### WORK INSTRUCTION
The entries are to be duplicated exactly, with nothing left out.

------------

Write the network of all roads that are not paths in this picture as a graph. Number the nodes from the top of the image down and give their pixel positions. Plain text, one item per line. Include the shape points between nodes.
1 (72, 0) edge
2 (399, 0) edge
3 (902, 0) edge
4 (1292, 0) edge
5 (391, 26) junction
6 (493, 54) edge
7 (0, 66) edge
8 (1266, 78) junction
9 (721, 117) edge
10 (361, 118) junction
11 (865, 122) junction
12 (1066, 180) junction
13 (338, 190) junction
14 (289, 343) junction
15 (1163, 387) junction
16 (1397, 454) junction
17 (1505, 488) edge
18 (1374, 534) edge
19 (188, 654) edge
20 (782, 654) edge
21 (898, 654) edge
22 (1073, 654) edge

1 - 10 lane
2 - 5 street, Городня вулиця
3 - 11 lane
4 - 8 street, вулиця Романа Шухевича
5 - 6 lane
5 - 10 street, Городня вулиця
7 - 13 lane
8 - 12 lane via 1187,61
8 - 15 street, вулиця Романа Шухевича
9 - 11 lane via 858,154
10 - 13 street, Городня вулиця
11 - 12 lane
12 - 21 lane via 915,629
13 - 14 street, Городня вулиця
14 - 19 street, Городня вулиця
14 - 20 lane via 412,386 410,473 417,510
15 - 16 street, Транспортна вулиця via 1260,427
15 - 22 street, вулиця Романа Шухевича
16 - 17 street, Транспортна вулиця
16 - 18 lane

------------

### WRITTEN RESPONSE
Write the network of all roads that are not paths in this picture as a graph. Number the nodes from the top of the image down and give their pixel positions. Plain text, one item per line. Include the shape points between nodes.
1 (72, 0) edge
2 (399, 0) edge
3 (902, 0) edge
4 (1292, 0) edge
5 (391, 26) junction
6 (493, 54) edge
7 (0, 66) edge
8 (1266, 78) junction
9 (721, 117) edge
10 (361, 118) junction
11 (865, 122) junction
12 (1066, 180) junction
13 (338, 190) junction
14 (289, 343) junction
15 (1163, 387) junction
16 (1397, 454) junction
17 (1505, 488) edge
18 (1374, 534) edge
19 (188, 654) edge
20 (782, 654) edge
21 (898, 654) edge
22 (1073, 654) edge

1 - 10 lane
2 - 5 street, Городня вулиця
3 - 11 lane
4 - 8 street, вулиця Романа Шухевича
5 - 6 lane
5 - 10 street, Городня вулиця
7 - 13 lane
8 - 12 lane via 1187,61
8 - 15 street, вулиця Романа Шухевича
9 - 11 lane via 858,154
10 - 13 street, Городня вулиця
11 - 12 lane
12 - 21 lane via 915,629
13 - 14 street, Городня вулиця
14 - 19 street, Городня вулиця
14 - 20 lane via 412,386 410,473 417,510
15 - 16 street, Транспортна вулиця via 1260,427
15 - 22 street, вулиця Романа Шухевича
16 - 17 street, Транспортна вулиця
16 - 18 lane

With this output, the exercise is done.